Table 2.

Recommendations

1. Test for model improvement using a likelihood-based or similar test. 1a. The IDI may be used as a nonparametric test or measure of effect if the models are well-calibrated. 1b. The NRI > 0 may be misleading, especially if a new marker is not normally distributed.
2. Assess overall calibration and discrimination of each model. 2a. Plot observed and expected risk in categories or continuously with a smoother and compute the calibration intercept and slope. 2b. Compute the ROC curve and AUC or c-statistic if discrimination across the whole range of risk is of interest.
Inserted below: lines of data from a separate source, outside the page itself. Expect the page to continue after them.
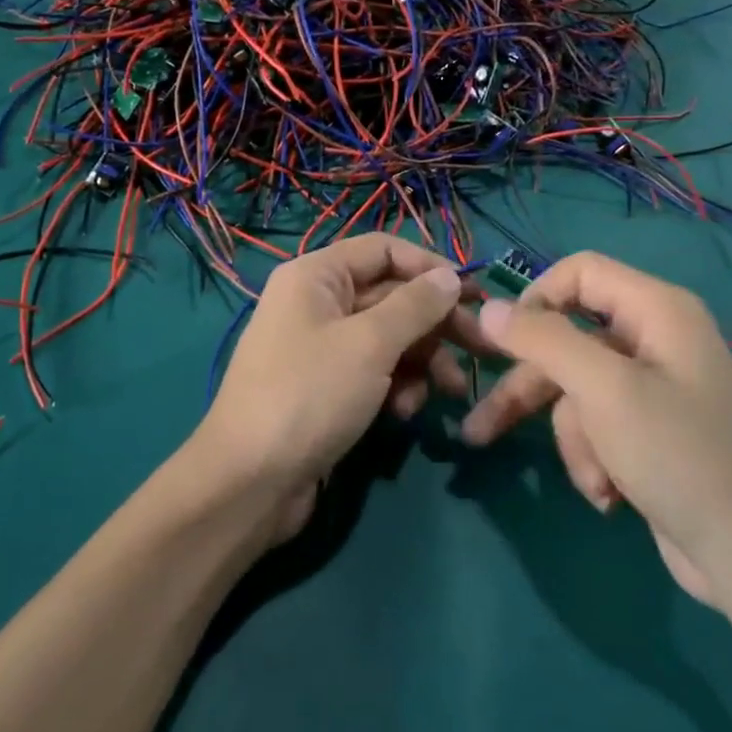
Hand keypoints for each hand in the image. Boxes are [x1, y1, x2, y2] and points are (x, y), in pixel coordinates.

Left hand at [191, 235, 475, 542]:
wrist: (251, 482)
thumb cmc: (310, 395)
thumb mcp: (370, 344)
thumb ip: (415, 306)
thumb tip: (450, 276)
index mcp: (316, 276)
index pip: (384, 249)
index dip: (430, 267)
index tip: (473, 294)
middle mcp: (316, 303)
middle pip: (390, 296)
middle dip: (435, 323)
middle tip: (481, 348)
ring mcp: (320, 348)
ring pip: (387, 338)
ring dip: (421, 361)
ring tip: (449, 392)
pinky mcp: (326, 388)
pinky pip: (372, 371)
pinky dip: (395, 386)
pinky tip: (405, 413)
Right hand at [462, 252, 731, 605]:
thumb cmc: (679, 455)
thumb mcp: (603, 390)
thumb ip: (542, 340)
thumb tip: (488, 308)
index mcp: (656, 309)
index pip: (579, 272)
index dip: (536, 298)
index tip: (503, 340)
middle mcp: (654, 338)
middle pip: (567, 340)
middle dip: (530, 389)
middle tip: (479, 427)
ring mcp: (652, 387)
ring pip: (576, 391)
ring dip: (574, 439)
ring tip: (593, 485)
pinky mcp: (649, 431)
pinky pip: (597, 425)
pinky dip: (594, 458)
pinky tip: (610, 496)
3. If relevant risk strata are available, compute the risk reclassification table with clinical cut points or the overall prevalence, if relevant. 3a. Assess improvement in calibration within cross-classified categories. 3b. Assess improvement in discrimination through the categorical NRI.
4. If relevant, consider bias-corrected conditional NRI to enhance screening of individuals at intermediate risk.
5. If pre-specified risk strata are not available, consider cost tradeoffs to develop appropriate cut points.
6. Consider decision analysis to assess the net benefit of using models for treatment decisions. 6a. Decision curves can be used to compare treatment strategies across a wide range of thresholds. 6b. Conduct full cost-effectiveness analysis if appropriate and estimates available.
7. Validate all measures or tests of improvement in data not used to fit or select models. 7a. Internal validation, using bootstrapping, X-fold cross-validation, or (ideally multiple) split samples is required. 7b. External validation is preferable, particularly prior to clinical use.